A grand jury on Thursday handed up an indictment charging Lori Drew, 49, of Missouri, with one count of conspiracy and three counts of unauthorized computer access. A federal grand jury in California heard the case because that is where MySpace, the Web site where the taunting occurred, is located.

Drew, her teenage daughter and a third woman, Ashley Grills, who worked for the Drew family, reportedly created a MySpace.com profile under the fictional name Josh Evans in order to taunt Megan Meier, who had been a friend of Drew's daughter and lived on the same block.

"After approximately four weeks of flirtatious communications between Josh Evans and [Meier], Drew and her co-conspirators broke off the relationship," the U.S. Attorney for the Central District of California said in a statement. "Within an hour [Meier] hanged herself in her room. She died the next day."

Drew was vilified after the incident, which drew international attention.
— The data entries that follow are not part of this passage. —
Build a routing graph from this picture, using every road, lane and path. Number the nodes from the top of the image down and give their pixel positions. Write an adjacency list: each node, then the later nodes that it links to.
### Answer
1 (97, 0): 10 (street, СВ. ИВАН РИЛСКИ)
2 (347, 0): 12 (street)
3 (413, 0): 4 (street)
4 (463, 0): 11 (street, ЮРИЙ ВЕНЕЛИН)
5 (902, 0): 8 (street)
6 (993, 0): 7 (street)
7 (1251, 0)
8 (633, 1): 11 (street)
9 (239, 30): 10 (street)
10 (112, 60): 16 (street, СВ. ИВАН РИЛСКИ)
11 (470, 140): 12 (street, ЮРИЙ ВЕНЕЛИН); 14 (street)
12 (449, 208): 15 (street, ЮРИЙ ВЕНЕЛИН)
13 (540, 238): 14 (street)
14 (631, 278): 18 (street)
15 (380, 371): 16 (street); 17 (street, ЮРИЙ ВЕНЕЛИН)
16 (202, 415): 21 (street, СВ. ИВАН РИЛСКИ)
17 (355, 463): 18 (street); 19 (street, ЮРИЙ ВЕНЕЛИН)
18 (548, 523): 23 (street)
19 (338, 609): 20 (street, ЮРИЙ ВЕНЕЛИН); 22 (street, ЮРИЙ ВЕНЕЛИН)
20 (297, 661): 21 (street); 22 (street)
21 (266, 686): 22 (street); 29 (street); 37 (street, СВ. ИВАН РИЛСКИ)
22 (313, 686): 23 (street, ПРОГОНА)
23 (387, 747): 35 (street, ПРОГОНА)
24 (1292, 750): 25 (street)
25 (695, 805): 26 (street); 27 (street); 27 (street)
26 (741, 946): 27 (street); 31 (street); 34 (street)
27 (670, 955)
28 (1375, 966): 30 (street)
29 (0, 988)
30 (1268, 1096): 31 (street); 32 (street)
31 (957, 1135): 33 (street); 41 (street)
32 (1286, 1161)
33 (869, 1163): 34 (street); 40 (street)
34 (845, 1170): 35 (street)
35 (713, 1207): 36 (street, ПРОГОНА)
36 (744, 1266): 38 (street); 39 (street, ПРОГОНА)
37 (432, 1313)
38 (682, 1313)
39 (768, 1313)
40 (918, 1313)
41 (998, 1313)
In a February 2008 interview she claimed to have been barraged with threatening calls after the story broke, and her address and phone number were posted online.

The case focused attention on the issue of cyber-bullying and on the failure of school anti-harassment laws in the U.S. to address this kind of behavior on the Internet.

Cyber-bullying is illegal in about 10 US states, and a handful of others are now considering extending their laws to address the issue.

After county officials in Missouri investigated the incident in late 2007, they decided that the Drews and Grills had not engaged in criminal behavior and had set up the account only to monitor what Meier was saying about her former friend.

In contrast, the Thursday grand jury charges allege that Drew and the others used Josh to "torment, harass, humiliate and embarrass" Meier.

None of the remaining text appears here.